How are landslides classified and mapped?
- Landslides are classified based on the type of materials involved, type of movement, type of flow, and lateral spread.
- ISRO’s National Remote Sensing Centre has created a database of landslide-prone regions in India based on events from 1998 to 2022 in the Himalayas and Western Ghats.
- Aerial and high-resolution satellite images captured using Indian Remote Sensing (IRS-1D) PAN + LISS-III, satellites ResourceSat-1 and 2, etc., were used to study landslides over the past 25 years.
- Landslides are classified into seasonal (2014, 2017 monsoon seasons), event-based, and route-based (2000 – 2017) in the pan-India landslide database.

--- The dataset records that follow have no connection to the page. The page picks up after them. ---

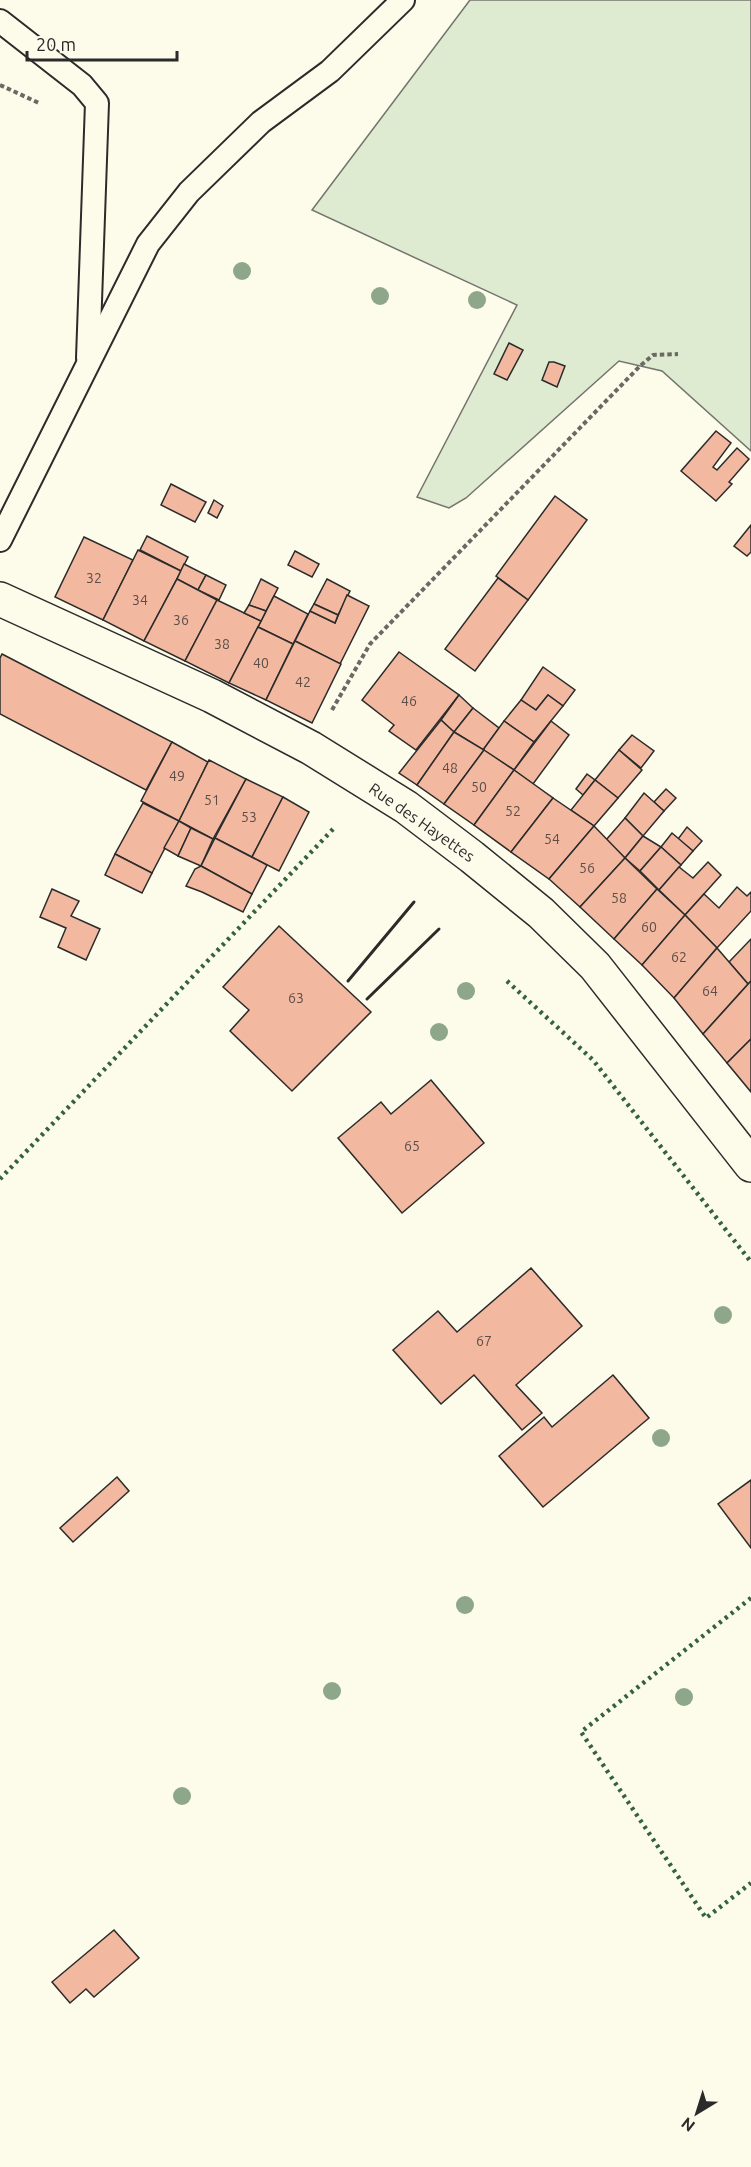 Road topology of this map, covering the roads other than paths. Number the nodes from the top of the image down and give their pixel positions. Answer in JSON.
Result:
{"nodes":[{"id":1,"x":403,"y":0,"type":"edge"},
{"id":2,"x":0,"y":21,"type":"edge"},
{"id":3,"x":87,"y":366,"type":"junction"},
{"id":4,"x":0,"y":540,"type":"edge"},
{"id":5,"x":0,"y":599,"type":"edge"},
{"id":6,"x":751,"y":1165,"type":"edge"}],
"edges":[{"from":1,"to":3,"type":"lane"},
{"from":2,"to":3,"type":"lane"},
{"from":3,"to":4,"type":"lane"},
{"from":5,"to":6,"type":"street","name":"Rue des Hayettes"}]}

How prone is India to landslides?
- India’s susceptibility to landslides: India is one of the top five landslide-prone countries globally, with high vulnerability in the Himalayas and Western Ghats.
- Major cause of landslides in India: Rainfall variability is the biggest cause of landslides in India.
- Percentage of India’s land area prone to landslides: 12.6% of India’s geographical land area (0.42 million sq km) is prone to landslides excluding snow-covered areas.
- Distribution of landslides in India: 66.5% of landslides occur in the North-western Himalayas, 18.8% in the North-eastern Himalayas, and 14.7% in the Western Ghats.
Landslide Atlas Findings:
- States with highest number of landslides: Uttarakhand, Kerala, Jammu and Kashmir, Mizoram, Tripura, Nagaland and Arunachal Pradesh.
- State-wise trends:
- Mizoram reported the highest number of landslide events (12,385) in the past 25 years, with 8,926 in 2017 alone.
- Uttarakhand experienced the second highest number of landslides (11,219) since 1998, with events occurring post-2000.
- Kerala has been consistently reporting massive landslides since 2018 floods, with 5,191 events in 2018 and 29 in 2021.
- District-wise trends:
- Arunachal Pradesh has the maximum number of districts (16) with high landslide exposure.
- Rudraprayag in Uttarakhand is the top vulnerable district with the highest landslide density, total population and number of houses exposed to landslides.